Entries provided.

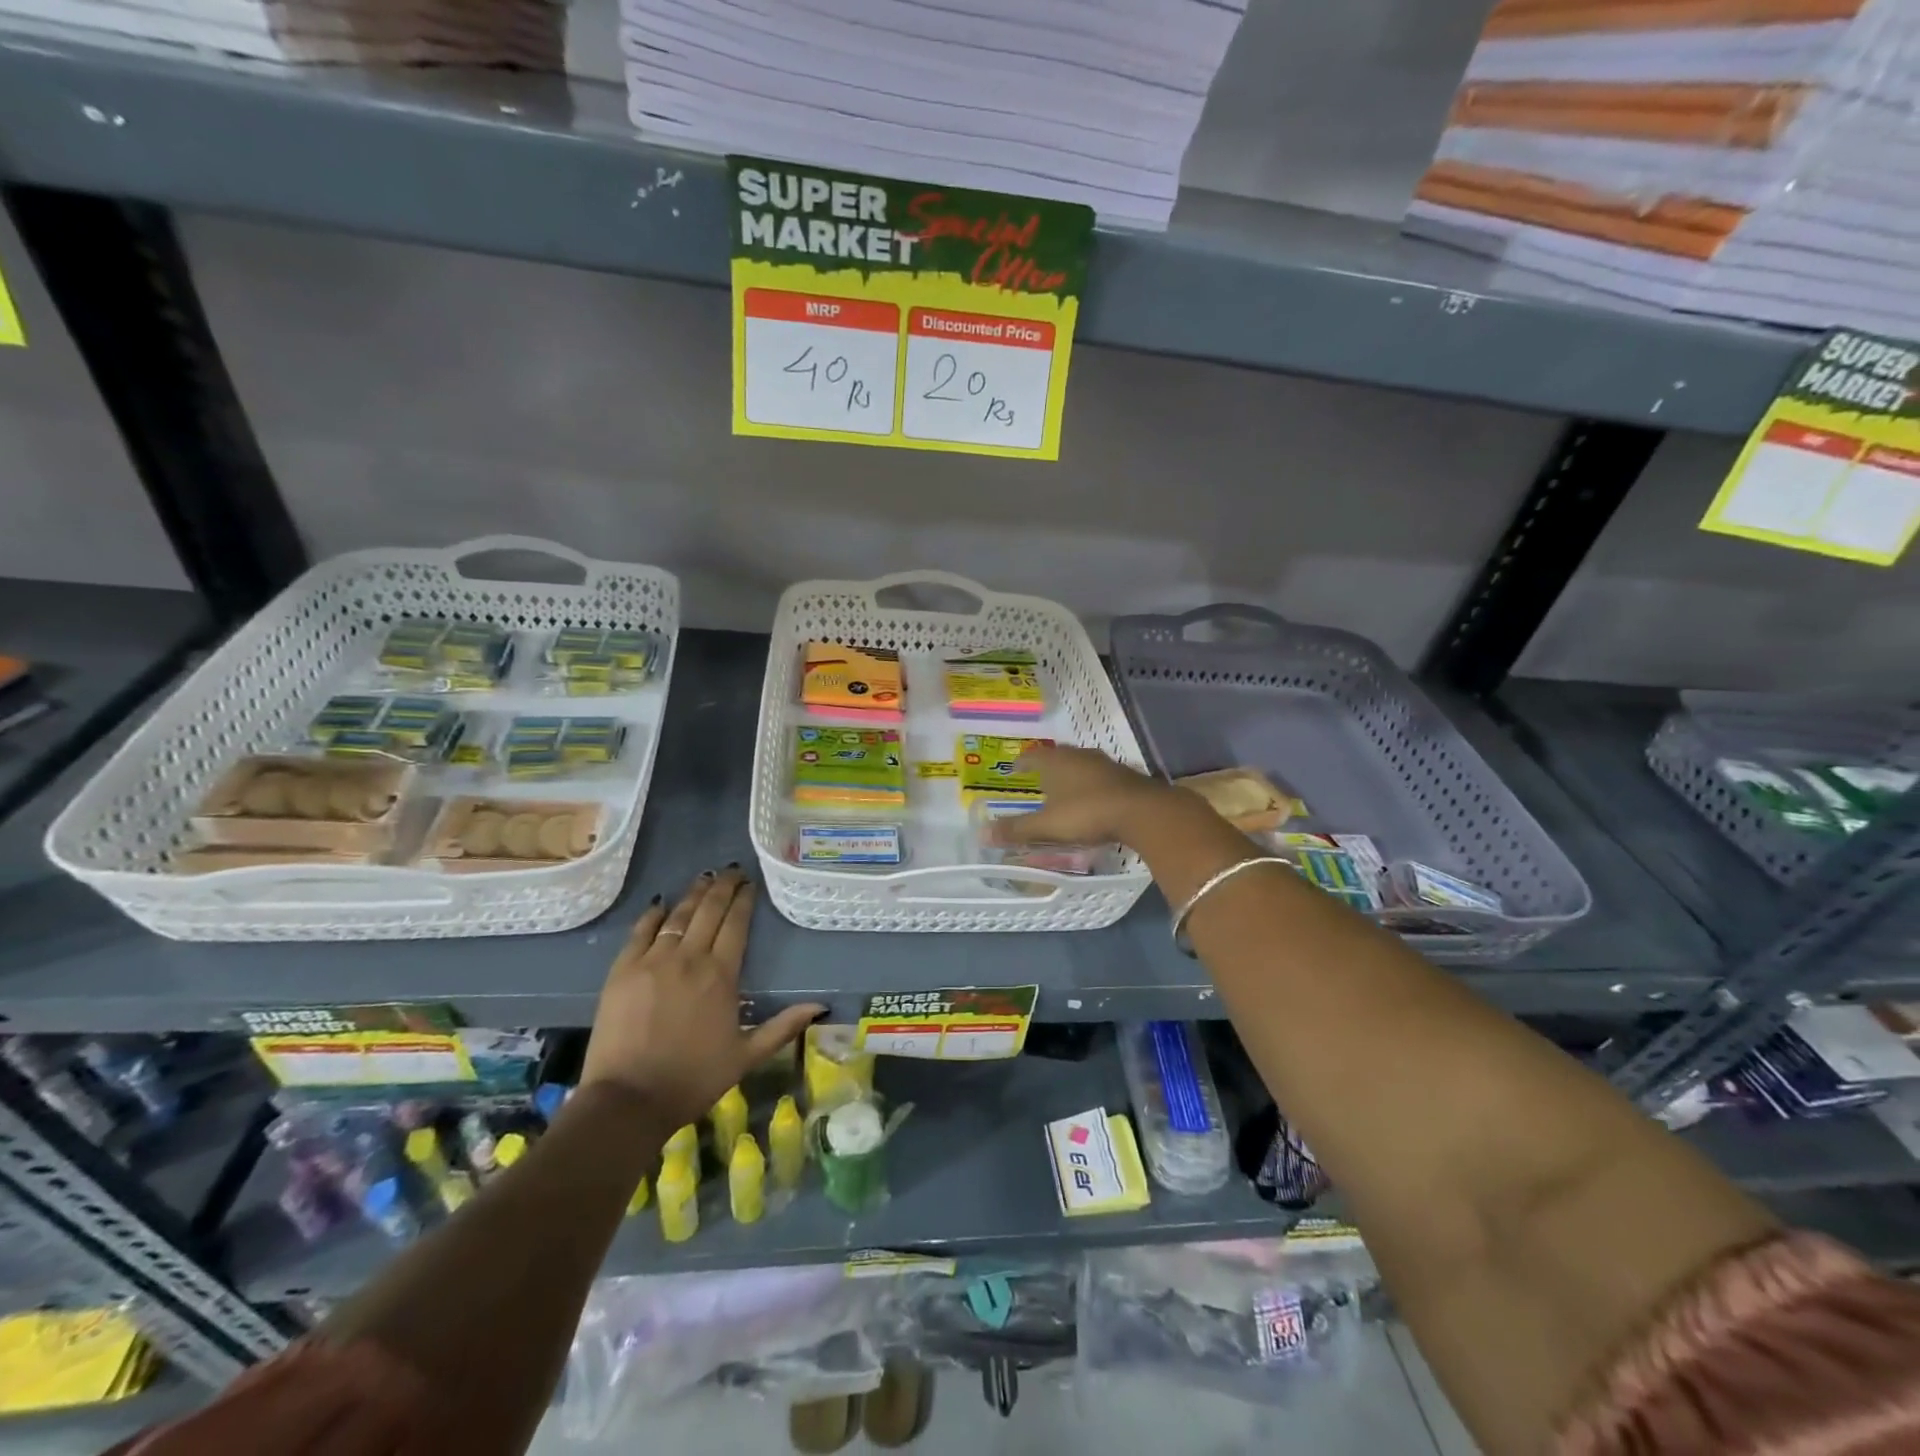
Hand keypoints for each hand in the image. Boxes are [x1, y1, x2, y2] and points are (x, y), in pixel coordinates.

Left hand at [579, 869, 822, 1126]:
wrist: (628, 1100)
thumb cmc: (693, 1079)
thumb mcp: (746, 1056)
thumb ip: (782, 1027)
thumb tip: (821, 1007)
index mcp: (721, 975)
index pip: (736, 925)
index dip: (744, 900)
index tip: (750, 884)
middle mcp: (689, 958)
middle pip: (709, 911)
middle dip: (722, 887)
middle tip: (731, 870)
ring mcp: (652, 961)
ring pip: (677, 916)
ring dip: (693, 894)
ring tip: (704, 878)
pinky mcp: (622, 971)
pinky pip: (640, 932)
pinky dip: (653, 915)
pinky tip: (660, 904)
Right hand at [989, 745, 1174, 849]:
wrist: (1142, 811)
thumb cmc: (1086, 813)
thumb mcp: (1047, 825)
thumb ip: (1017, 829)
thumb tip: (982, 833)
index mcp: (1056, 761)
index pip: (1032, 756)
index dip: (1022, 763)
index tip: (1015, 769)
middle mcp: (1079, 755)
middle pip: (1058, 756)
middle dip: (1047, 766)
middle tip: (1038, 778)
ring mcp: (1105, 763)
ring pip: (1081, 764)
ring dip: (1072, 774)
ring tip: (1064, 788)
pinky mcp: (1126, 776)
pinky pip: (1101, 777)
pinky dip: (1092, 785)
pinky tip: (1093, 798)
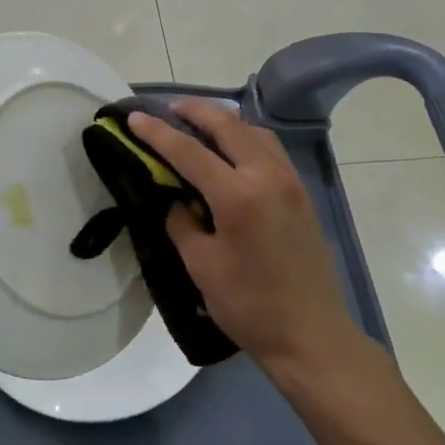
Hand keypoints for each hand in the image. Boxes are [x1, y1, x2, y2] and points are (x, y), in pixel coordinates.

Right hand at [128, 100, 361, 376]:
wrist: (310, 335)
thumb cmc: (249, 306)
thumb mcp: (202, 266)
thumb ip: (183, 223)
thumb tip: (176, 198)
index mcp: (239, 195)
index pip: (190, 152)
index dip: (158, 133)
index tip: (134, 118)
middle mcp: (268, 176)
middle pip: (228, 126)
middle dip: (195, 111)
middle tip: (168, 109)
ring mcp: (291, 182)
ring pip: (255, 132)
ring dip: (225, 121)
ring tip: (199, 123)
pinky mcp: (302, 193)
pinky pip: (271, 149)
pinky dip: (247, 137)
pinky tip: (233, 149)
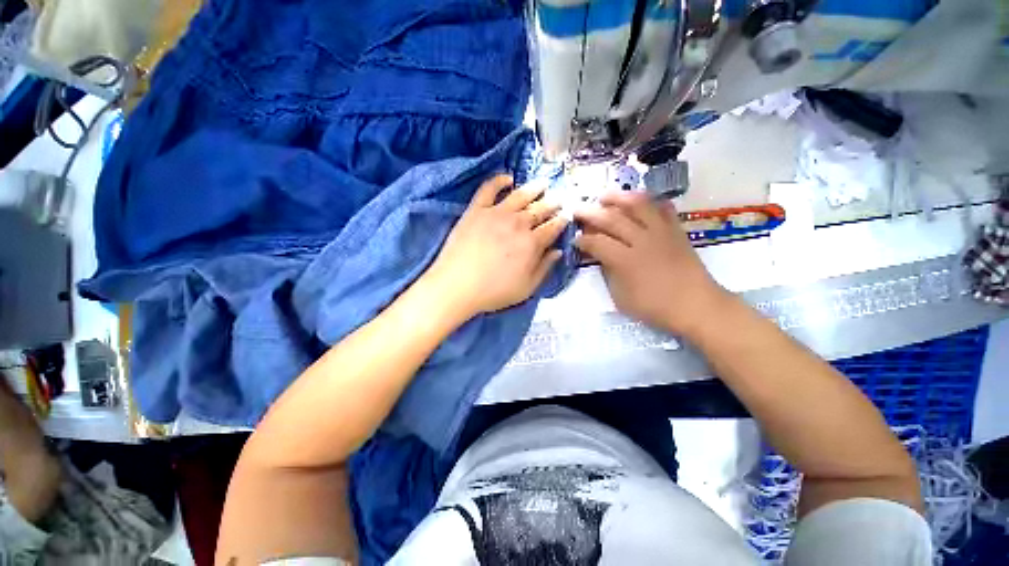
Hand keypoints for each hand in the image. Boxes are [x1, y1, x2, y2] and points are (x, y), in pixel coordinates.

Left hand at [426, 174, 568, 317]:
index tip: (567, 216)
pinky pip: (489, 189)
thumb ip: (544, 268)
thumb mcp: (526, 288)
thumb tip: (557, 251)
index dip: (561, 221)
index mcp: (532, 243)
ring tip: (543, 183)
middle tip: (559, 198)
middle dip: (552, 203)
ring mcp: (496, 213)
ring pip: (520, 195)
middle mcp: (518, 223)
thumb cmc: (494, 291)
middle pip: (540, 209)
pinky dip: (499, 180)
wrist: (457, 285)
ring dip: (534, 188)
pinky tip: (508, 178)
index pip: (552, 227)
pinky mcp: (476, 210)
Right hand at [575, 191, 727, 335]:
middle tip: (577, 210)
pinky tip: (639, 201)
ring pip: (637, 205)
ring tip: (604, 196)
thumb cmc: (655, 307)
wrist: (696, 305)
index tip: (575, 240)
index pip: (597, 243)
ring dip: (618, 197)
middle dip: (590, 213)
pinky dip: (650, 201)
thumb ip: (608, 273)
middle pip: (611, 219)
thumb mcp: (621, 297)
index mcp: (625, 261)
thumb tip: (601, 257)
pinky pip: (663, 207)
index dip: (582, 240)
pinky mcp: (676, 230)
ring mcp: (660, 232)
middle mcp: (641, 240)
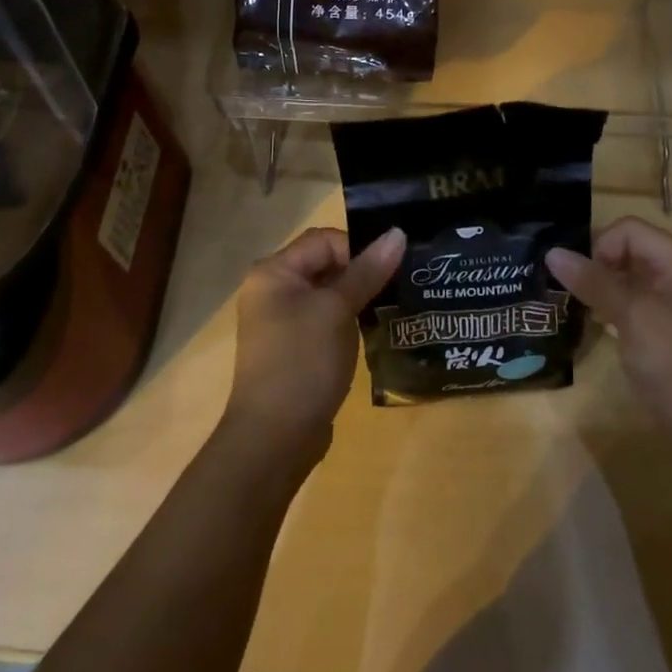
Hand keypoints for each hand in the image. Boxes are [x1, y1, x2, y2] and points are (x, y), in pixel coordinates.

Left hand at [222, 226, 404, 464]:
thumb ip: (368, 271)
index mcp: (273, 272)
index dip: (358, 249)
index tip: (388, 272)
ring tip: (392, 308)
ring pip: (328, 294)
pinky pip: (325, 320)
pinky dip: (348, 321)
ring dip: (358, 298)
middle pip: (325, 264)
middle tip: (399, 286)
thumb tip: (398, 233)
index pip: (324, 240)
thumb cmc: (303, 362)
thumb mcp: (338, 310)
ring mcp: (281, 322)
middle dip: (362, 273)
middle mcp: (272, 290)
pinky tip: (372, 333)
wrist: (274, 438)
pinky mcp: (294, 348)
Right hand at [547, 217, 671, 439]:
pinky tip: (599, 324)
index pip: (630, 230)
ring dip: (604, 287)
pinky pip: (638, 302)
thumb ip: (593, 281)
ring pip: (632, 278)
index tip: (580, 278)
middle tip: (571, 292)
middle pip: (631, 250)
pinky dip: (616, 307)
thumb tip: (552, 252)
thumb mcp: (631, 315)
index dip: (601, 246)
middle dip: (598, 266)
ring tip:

Task prompt. Of the records above, copy each line that includes "Left".

Solution to the problem.
Left hand at [579, 869, 822, 1126]:
Left hand at [426, 174, 568, 317]:
Left hand at [222, 226, 404, 464]:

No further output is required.